Your assignment: Filter the entries and keep only the lines where the string "down" appears.

Listed entries:
=== Begin Enclosure ===

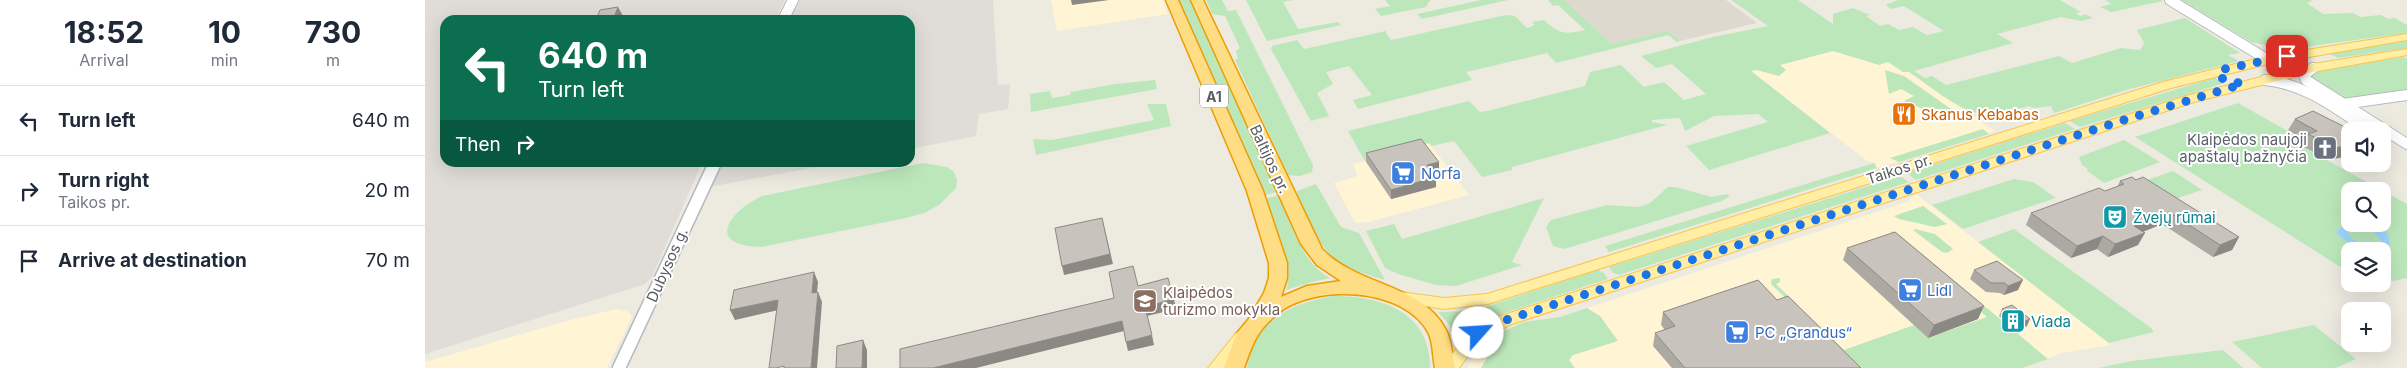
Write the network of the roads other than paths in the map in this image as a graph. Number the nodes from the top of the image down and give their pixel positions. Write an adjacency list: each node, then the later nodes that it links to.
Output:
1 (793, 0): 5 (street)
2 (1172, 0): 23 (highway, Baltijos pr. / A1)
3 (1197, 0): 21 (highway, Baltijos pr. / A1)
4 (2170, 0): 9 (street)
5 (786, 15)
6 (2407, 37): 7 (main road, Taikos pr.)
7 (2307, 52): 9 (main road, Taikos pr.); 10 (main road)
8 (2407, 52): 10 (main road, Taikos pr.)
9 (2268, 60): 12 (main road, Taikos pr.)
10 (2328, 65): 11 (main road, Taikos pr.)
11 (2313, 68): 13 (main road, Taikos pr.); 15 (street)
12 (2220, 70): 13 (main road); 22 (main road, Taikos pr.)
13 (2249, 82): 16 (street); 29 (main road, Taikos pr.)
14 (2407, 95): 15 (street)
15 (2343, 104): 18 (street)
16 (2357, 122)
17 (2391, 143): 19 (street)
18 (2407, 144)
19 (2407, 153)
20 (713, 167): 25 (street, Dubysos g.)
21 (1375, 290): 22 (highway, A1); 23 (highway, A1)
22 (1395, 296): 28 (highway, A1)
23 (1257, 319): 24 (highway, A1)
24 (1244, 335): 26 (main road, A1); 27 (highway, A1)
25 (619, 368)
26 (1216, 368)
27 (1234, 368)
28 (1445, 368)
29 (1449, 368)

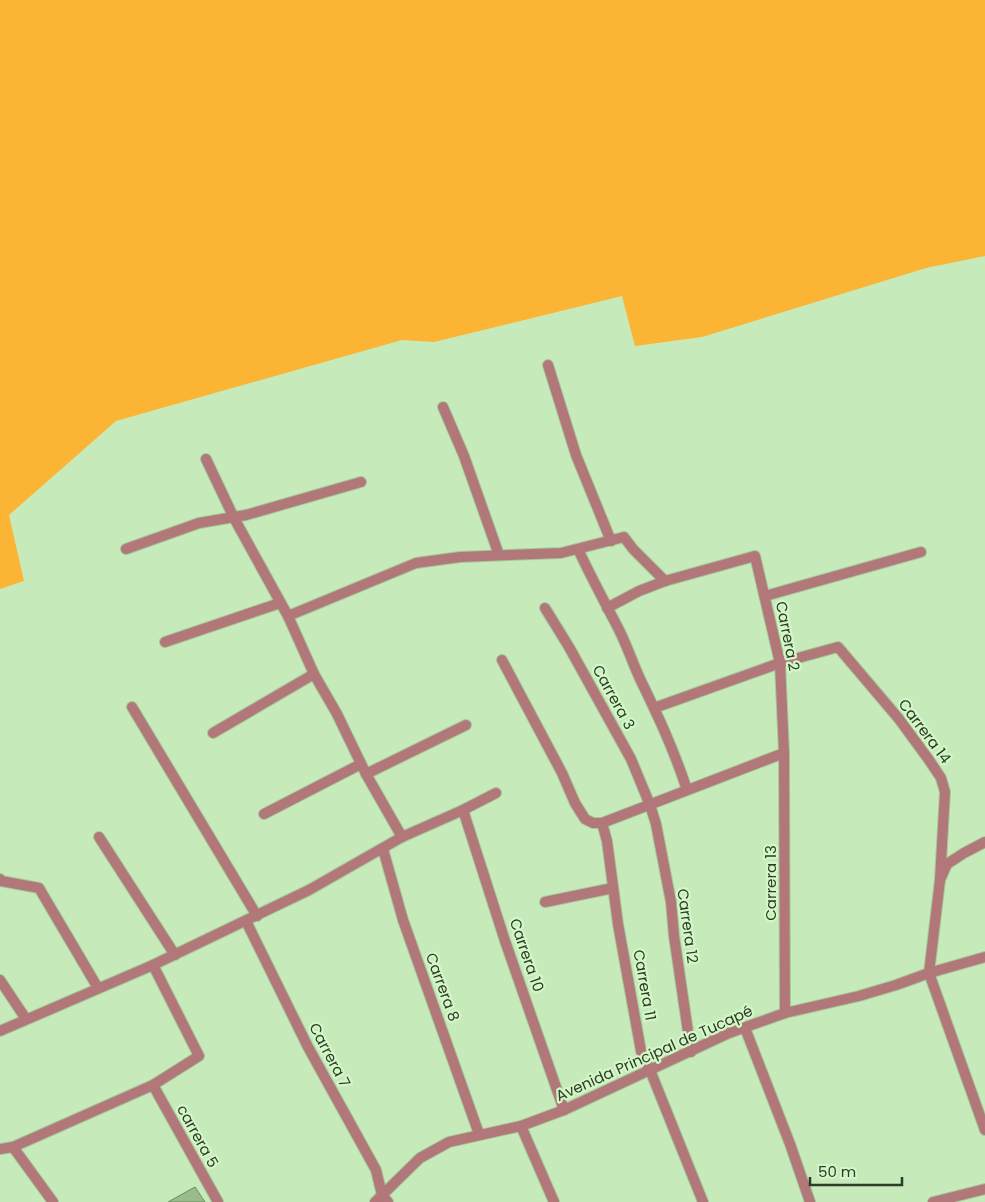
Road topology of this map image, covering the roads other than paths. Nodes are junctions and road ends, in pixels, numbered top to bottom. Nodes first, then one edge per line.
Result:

=== End Enclosure ===
=== Begin Enclosure ===

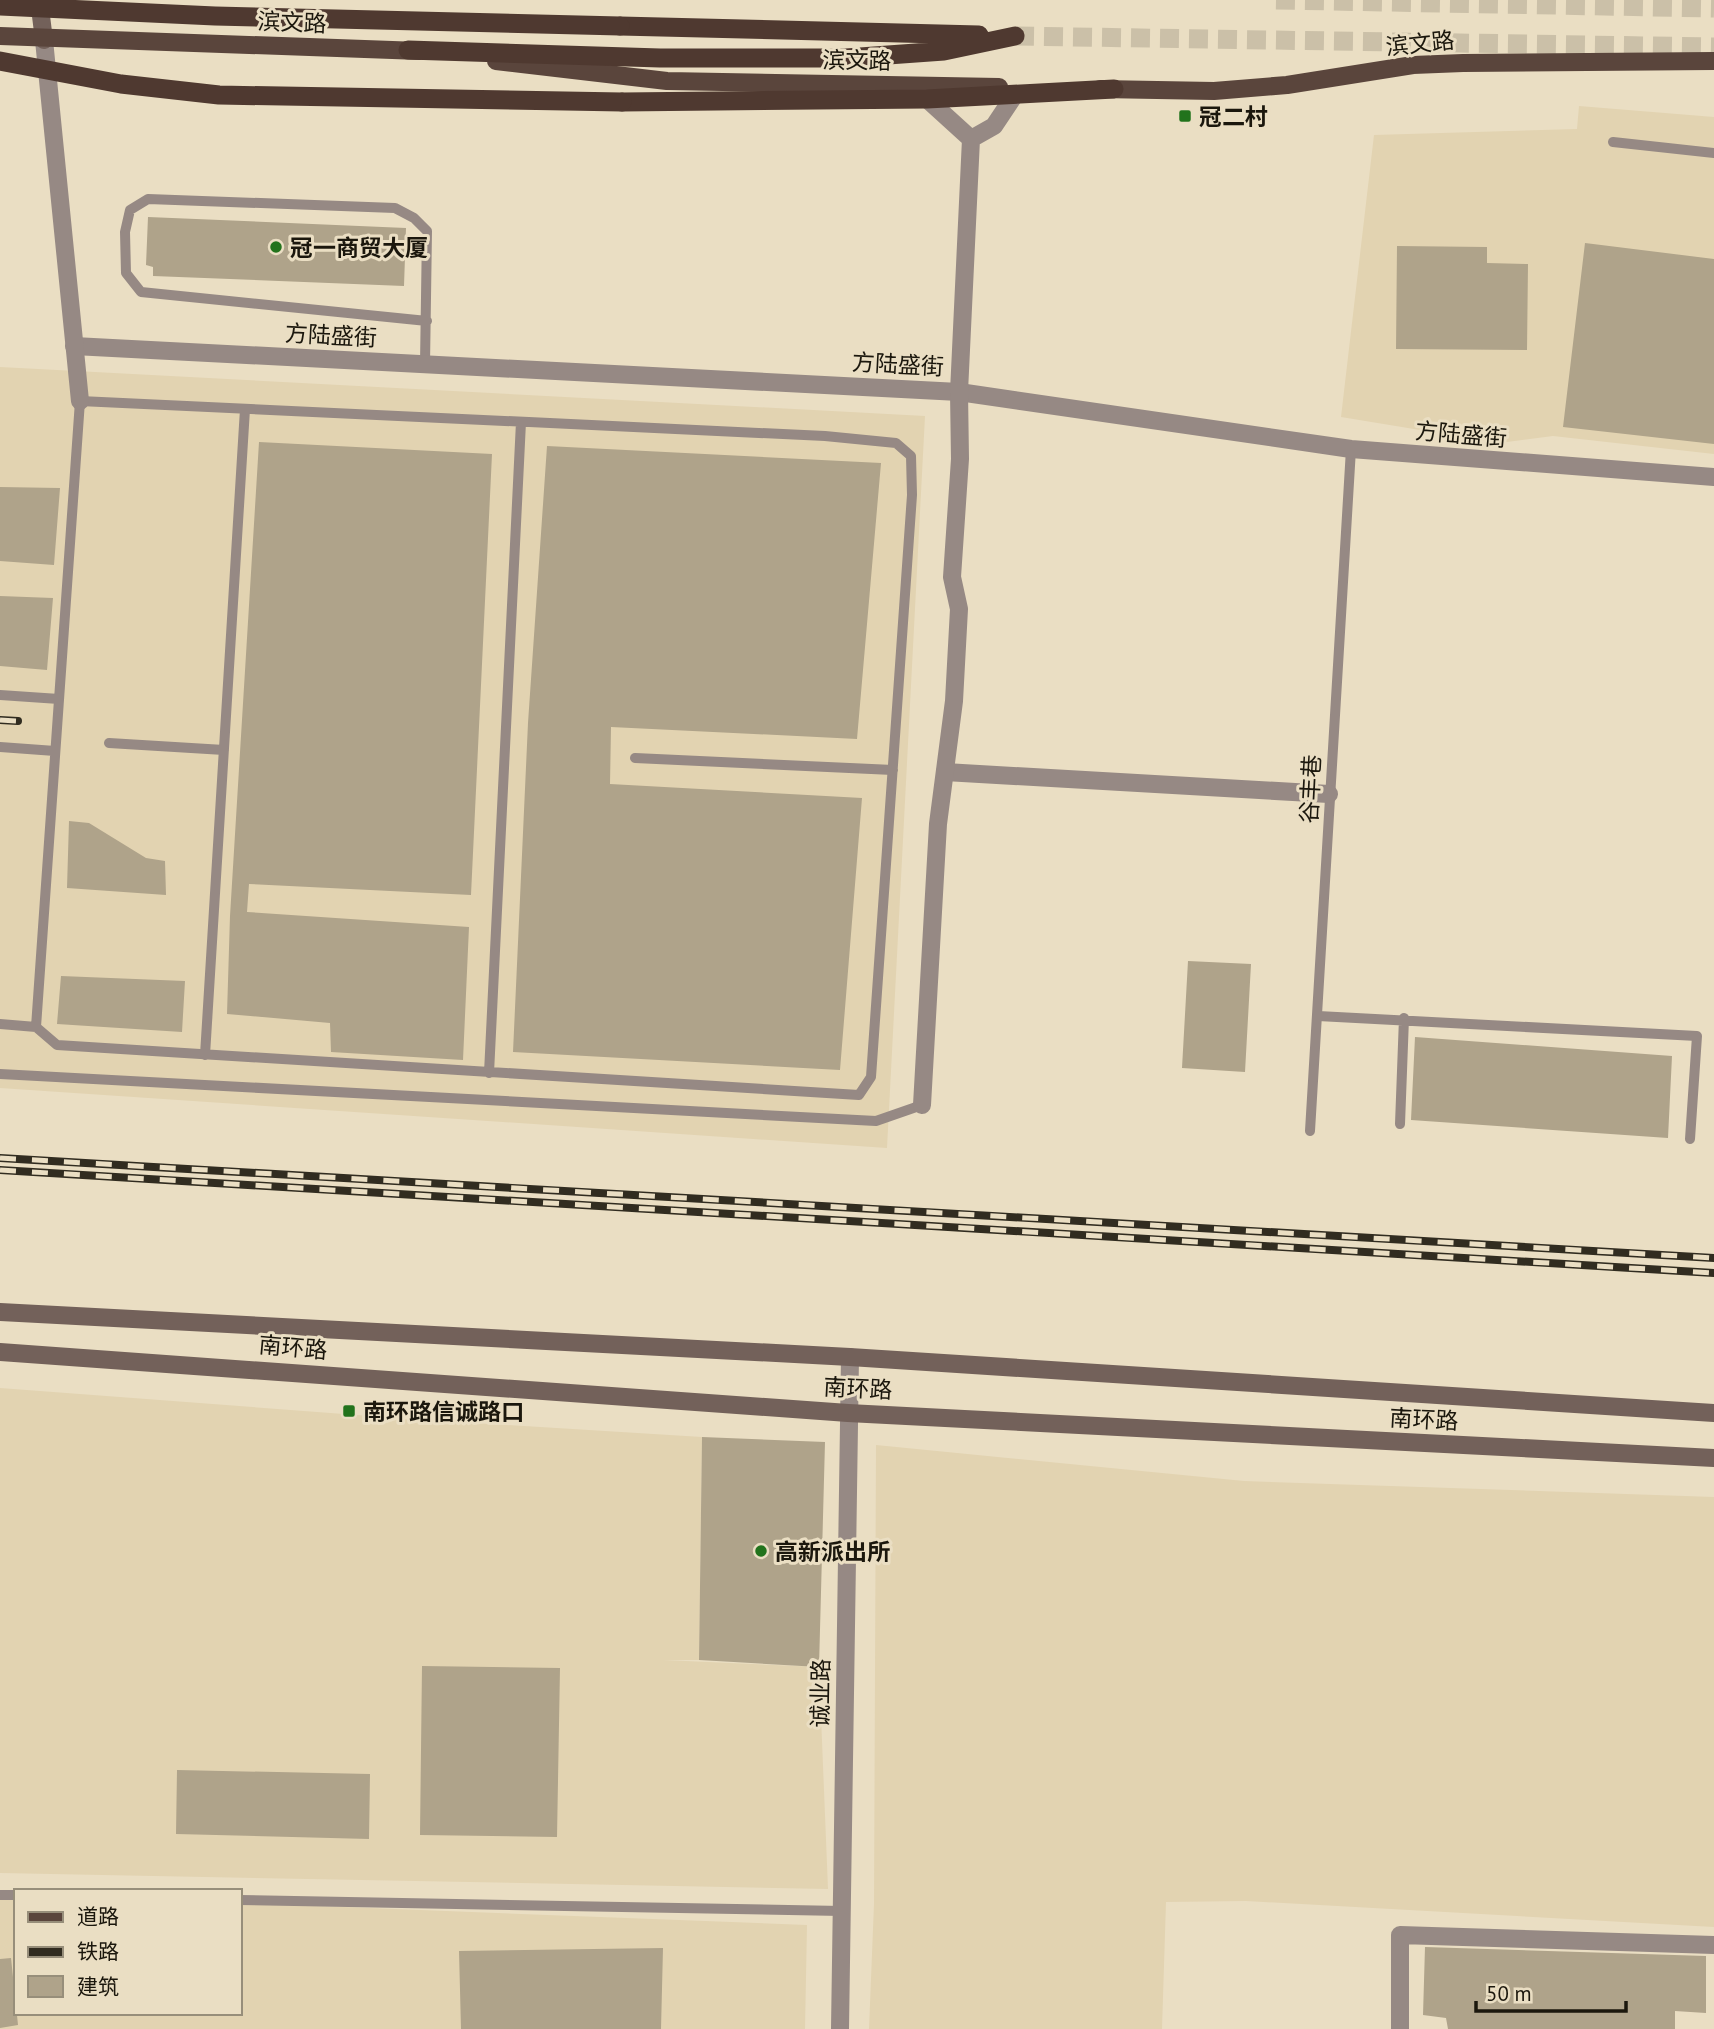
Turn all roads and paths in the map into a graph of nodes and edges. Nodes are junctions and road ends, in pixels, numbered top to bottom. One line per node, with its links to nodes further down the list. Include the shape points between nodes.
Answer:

=== End Enclosure ===

Task result:
Write the network of the roads other than paths in the map in this image as a graph. Number the nodes from the top of the image down and give their pixel positions. Write an adjacency list: each node, then the later nodes that it links to.
Turn all roads and paths in the map into a graph of nodes and edges. Nodes are junctions and road ends, in pixels, numbered top to bottom. One line per node, with its links to nodes further down the list. Include the shape points between nodes.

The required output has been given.